**Description of the task**
Read the listing below and copy out each line where the word "graph" occurs.

*** Block opens ***

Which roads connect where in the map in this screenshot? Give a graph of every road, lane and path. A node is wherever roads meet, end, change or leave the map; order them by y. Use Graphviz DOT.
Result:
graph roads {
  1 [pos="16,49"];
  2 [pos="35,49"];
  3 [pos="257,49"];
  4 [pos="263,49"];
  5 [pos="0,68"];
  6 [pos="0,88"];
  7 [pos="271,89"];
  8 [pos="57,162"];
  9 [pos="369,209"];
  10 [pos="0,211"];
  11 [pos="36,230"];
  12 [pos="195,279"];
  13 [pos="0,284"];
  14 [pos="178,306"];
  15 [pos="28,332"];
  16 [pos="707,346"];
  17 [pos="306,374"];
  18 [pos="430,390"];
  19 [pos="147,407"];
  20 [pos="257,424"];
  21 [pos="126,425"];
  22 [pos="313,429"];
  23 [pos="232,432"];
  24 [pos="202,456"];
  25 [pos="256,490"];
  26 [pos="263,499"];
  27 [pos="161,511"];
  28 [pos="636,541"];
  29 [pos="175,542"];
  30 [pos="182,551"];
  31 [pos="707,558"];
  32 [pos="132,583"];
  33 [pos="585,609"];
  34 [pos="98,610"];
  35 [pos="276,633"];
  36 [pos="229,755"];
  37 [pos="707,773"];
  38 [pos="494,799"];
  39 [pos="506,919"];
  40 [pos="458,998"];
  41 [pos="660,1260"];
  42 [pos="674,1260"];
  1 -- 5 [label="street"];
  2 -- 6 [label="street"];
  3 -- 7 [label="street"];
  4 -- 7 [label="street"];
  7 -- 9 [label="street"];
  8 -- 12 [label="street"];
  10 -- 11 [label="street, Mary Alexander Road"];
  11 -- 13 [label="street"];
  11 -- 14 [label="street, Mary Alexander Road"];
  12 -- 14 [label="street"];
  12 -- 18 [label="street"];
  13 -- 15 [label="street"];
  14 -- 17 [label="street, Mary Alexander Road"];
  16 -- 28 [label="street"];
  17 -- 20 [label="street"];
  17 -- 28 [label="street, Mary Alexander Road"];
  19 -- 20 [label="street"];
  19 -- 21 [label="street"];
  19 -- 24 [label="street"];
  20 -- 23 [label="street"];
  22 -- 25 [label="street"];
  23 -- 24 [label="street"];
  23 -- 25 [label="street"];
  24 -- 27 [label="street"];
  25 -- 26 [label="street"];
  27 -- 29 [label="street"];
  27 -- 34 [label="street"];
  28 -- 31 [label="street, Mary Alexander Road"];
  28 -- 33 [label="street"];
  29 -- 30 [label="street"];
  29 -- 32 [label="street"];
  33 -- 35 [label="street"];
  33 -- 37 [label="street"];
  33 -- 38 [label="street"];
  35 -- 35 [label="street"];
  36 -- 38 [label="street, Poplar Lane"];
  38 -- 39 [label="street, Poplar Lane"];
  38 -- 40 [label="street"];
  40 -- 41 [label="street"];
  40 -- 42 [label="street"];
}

*** Block closes ***

**Answer below**
Which roads connect where in the map in this screenshot? Give a graph of every road, lane and path. A node is wherever roads meet, end, change or leave the map; order them by y. Use Graphviz DOT.
graph roads {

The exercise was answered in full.